As Blender's functionality has expanded over the years, the number of available shortcut keys for new features and users to map their own has become too small. For that reason a number of shortcut keys were changed to make often used functionality accessible quickly, while assigning fewer shortcut keys by default so users can map their own.
The following keymaps are available:
- Blender: default keymap, designed for efficient work in Blender.
- Blender 2.7: keymap with as few changes as possible compared to earlier versions.
- Industry Compatible: keymap based on typical shortcuts in other 3D apps. (Coming soon)

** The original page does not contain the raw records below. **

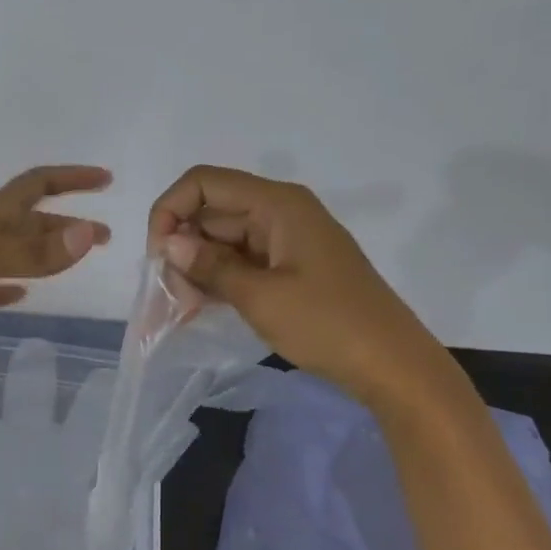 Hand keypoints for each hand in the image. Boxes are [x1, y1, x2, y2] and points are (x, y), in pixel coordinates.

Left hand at [0, 166, 111, 366]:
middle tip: (107, 235)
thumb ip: (35, 250)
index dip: (71, 178)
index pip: (38, 184)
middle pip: (37, 221)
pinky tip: (29, 293)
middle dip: (71, 222)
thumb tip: (90, 233)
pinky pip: (3, 284)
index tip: (105, 179)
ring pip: (25, 252)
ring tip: (83, 256)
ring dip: (54, 250)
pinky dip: (20, 284)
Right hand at [147, 165, 456, 406]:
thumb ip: (209, 266)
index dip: (170, 210)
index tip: (158, 256)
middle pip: (212, 212)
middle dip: (182, 247)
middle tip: (169, 296)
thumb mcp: (260, 297)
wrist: (393, 366)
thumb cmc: (328, 324)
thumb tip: (168, 244)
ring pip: (223, 240)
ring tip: (182, 309)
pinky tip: (199, 308)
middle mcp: (279, 212)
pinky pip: (242, 262)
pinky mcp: (290, 268)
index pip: (203, 183)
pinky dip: (219, 280)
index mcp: (277, 204)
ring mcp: (286, 241)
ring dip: (198, 268)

Complete list of modified keys in the default keymap.
Left Click Select
By default, Blender now uses the left mouse button for selection. The keymap for left click select has been re-done in a way that can make it useable across all Blender features, and it is now compatible with using tools in the toolbar. Left click select now also works with Emulate 3 Bottom Mouse, which a lot of laptop users use. You can now fully use Blender with a one-button trackpad or with pen input.
It works as follows:
- Left click to select (hold shift or ctrl to extend or remove selection)
- Right click to open a contextual menu
- With the default Box Select tool, drag to make a box selection, and use Shift or Ctrl to extend or remove
- Shift-RMB to set the 3D Cursor from any tool, or switch to the 3D Cursor tool and simply click
- W key always returns to the Box Select tool.
Note that we continue to support right click select, as many experienced Blender users (and developers) see efficiency advantages in this approach when using a keyboard and mouse.
New Theme and Icons
Blender has a redesigned look with a new dark theme and modern icon set, to put the focus on the artwork that you create. The icons are now coloured by the theme, so that we can always ensure that they are readable against bright or dark backgrounds.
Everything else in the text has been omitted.